Toward the end, when he was watching her move below him, and he imagined the path the crown of her head took, forward and back, followed a wave pattern equal to the addition of his and her unequal and asynchronous thrusts, why couldn't they synchronize--and not being able to made him laugh and when he did it moved her inside and made her laugh, too, which he felt and liked very much. She made a sound like he'd heard in one of the movies and said, "Another 'A+' graduate," as she threw her head backward.

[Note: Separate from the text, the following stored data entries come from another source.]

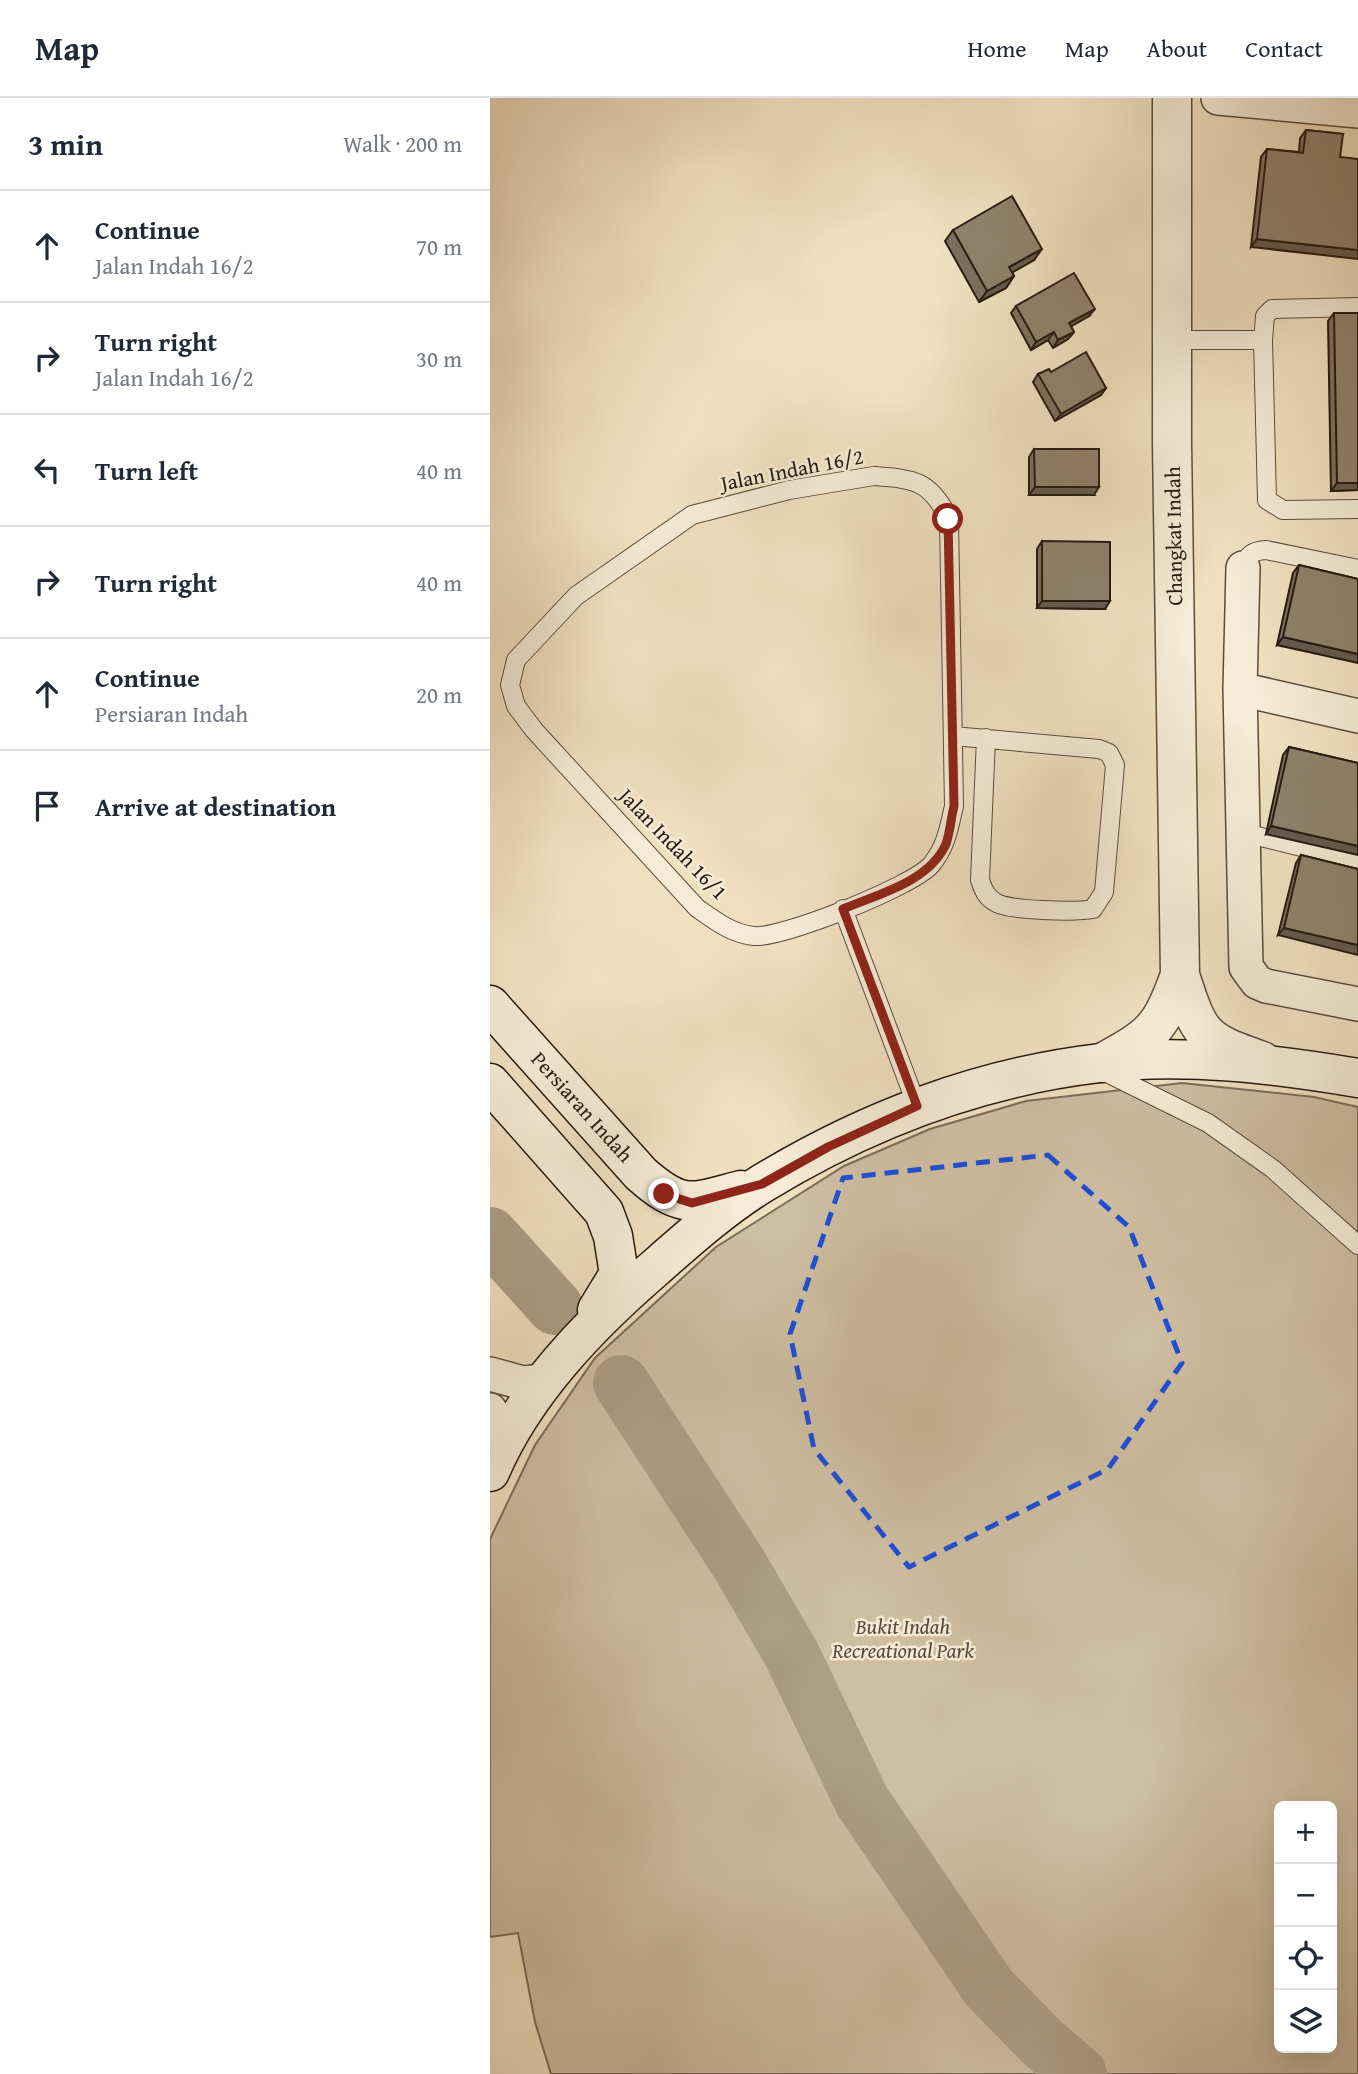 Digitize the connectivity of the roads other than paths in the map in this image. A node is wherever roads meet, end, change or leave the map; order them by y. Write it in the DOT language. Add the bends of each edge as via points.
graph roads {
  1 [pos="1172,98"];
  2 [pos="1218,98"];
  3 [pos="1358,111"];
  4 [pos="1358,307"];
  5 [pos="1263,340"];
  6 [pos="1171,341"];
  7 [pos="1358,509"];
  8 [pos="1243,568"];
  9 [pos="1358,569"];
  10 [pos="1240,689"];
  11 [pos="1358,716"];
  12 [pos="534,730"];
  13 [pos="953,736"];
  14 [pos="986,738"];
  15 [pos="1241,832"];
  16 [pos="1358,861"];
  17 [pos="843,909"];
  18 [pos="1180,975"];
  19 [pos="490,1004"];
  20 [pos="1358,1004"];
  21 [pos="1095,1064"];
  22 [pos="1269,1064"];
  23 [pos="1358,1079"];
  24 [pos="490,1083"];
  25 [pos="917,1106"];
  26 [pos="762,1184"];
  27 [pos="1358,1245"];
  28 [pos="579,1338"];
  29 [pos="490,1374"];
  30 [pos="547,1380"];
  31 [pos="498,1422"];
  32 [pos="490,1472"];
  1 -- 6 [label="main road, Changkat Indah"];
  2 -- 3 [label="street"];
  4 -- 5 [label="lane" via="1272,309 1265,316"];
  5 -- 6 [label="lane"];
  5 -- 7 [label="lane" via="1267,500 1283,510"];
  6 -- 18 [label="main road, Changkat Indah"];
  8 -- 9 [label="lane" via="1246,557 1255,550 1266,550"];
  8 -- 10 [label="street"];
  10 -- 11 [label="street"];
  10 -- 15 [label="street"];
  12 -- 13 [label="lane, Jalan Indah 16/2" via="516,706 510,685 516,660 576,596 692,515 789,490 874,476 914,479 938,496 948,519"];
  12 -- 17 [label="lane, Jalan Indah 16/1" via="697,908 724,928 755,936"];
  13 -- 14 [label="lane"];
  13 -- 17 [label="lane, Jalan Indah 16/2" via="954,806 946,844 929,867 910,881"];
  14 -- 14 [label="lane" via="1109,753 1115,765 1104,892 1093,909 1075,912 997,904 985,893 980,880"];
  15 -- 16 [label="lane"];
  15 -- 20 [label="street" via="1245,957 1250,975 1266,986"];
  17 -- 25 [label="lane"];
  18 -- 21 [label="main road, Changkat Indah" via="1165,1016 1140,1042"];
  18 -- 22 [label="main road, Changkat Indah" via="1201,1029 1218,1045"];
  19 -- 26 [label="main road, Persiaran Indah" via="664,1194 692,1203"];
  21 -- 22 [label="main road" via="1184,1060"];
  21 -- 25 [label="main road" via="1020,1077"];
  21 -- 27 [label="lane" via="1208,1123 1273,1168"];
  22 -- 23 [label="main road"];
  24 -- 28 [label="main road" via="604,1212 613,1236 619,1274"];
  25 -- 26 [label="main road"];
  26 -- 28 [label="main road" via="700,1229"];
  28 -- 30 [label="main road"];
  29 -- 30 [label="street" via="523,1383"];
  30 -- 31 [label="main road"];
  31 -- 32 [label="main road"];
}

"Now," she said, her eyes closed, her back arched.

"What? Now what?"

"Now...tell me...what you feel."

No words came to his primal mind until he realized that was the high sign. And when he opened his mouth what came out were lines from a movie he'd seen.

So he thought he'd explain, "This is just like the movie."

She looked at him, wide eyed. "You bastard."

"Not Ron Jeremy," he said. He took a huge breath. "My gift is my song..." he sang, loud enough to be heard on Hut Point, hitting the high notes perfectly. "And this one's for you."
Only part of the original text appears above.